I recently finished with part one of a two part series, that being getting the hell done with design. The next step, only a quarter away from completion, is journalism.

So what the shit do I do next?

I have NEVER known what I wanted to be when I grew up. Hell, I only went into design on a whim and to prove to myself I could do it. And it has made. me. miserable. Only recently have I had fantasies of ACTUALLY DOING IT once I graduated, the first I've had in probably two years. I just don't fit into the 'art kid' mold, not in high school and certainly not now. I hang out with ENGINEERS! I am attracted to ENGINEERS! It's been asked why in the hell I'm NOT an ENGINEER! (just because Mythbusters is the coolest show EVER!)

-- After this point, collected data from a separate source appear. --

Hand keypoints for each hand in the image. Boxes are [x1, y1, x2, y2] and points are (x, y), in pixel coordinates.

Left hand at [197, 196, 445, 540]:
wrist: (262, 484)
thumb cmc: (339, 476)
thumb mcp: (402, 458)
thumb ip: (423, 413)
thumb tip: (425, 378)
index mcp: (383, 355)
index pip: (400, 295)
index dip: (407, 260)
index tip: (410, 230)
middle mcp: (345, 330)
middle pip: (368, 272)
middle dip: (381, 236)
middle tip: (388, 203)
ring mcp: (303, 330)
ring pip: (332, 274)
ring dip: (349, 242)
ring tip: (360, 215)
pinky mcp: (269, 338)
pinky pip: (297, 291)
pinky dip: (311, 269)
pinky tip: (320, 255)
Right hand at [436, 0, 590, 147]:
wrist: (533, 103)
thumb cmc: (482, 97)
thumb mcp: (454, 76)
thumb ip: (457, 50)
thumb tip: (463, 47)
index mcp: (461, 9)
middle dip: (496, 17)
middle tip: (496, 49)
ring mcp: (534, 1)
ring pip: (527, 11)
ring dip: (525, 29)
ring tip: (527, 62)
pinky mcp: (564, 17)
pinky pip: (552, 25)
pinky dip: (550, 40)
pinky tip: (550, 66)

The singular goal after graduation I can't stop thinking about (again) is the Peace Corps and getting the hell out of here. But what do I, a designer, have to offer the Peace Corps? I would be so much more helpful as an engineer. But there's the rub. I DON'T WANT to be an engineer in the US for the rest of my life. If I HAD gone that route, chances are good I wouldn't be coming back. As it were, I'll spend my two years in some third world country and I'll love every heartbreaking, terrifying minute of it. Then, broken and bruised, I'll come back to the United States, probably not Ohio (sorry, Mom), and I will use design in the form of magazines to help create an awareness here. National Geographic, or The New Yorker, or Relevant even, just SOME forum/medium/media to let people know what I've seen/heard/done.

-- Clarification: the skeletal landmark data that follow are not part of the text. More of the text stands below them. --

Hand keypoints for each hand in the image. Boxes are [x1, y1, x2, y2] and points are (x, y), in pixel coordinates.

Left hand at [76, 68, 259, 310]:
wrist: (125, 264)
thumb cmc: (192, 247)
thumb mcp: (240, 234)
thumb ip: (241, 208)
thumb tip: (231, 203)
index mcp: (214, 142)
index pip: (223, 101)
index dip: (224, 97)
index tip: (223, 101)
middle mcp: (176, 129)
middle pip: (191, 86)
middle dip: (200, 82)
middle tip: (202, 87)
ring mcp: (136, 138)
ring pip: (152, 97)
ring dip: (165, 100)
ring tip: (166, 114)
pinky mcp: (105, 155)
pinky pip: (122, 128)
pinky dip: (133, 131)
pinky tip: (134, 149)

Maybe, maybe that will be the experience for the book I've been wanting to write, the only thing I've consistantly wanted to do since I was in the 6th grade. Maybe I'll do that once I grow up.

2 comments:

Anonymous said...

I'm proud of you. Not just for being lucid at 3:30 in the moring but because of your drive. I won't get sappy here in your blog because I'm sure your friends will make fun of you mercilessly. (If you wouldn't, they wouldn't be real friends. Real friends make you tough. Your friends must be made of steel by now.)

sarah cool said...

Oh Shannon! I think you would have SO much to offer to the peace corps!!!! My dad lived in India for 2 years back, way back, and just the experience was amazing. You should definitely look into that!

Oh, and try to go peacecorps yourself somewhere like Cancun or Italy, can you?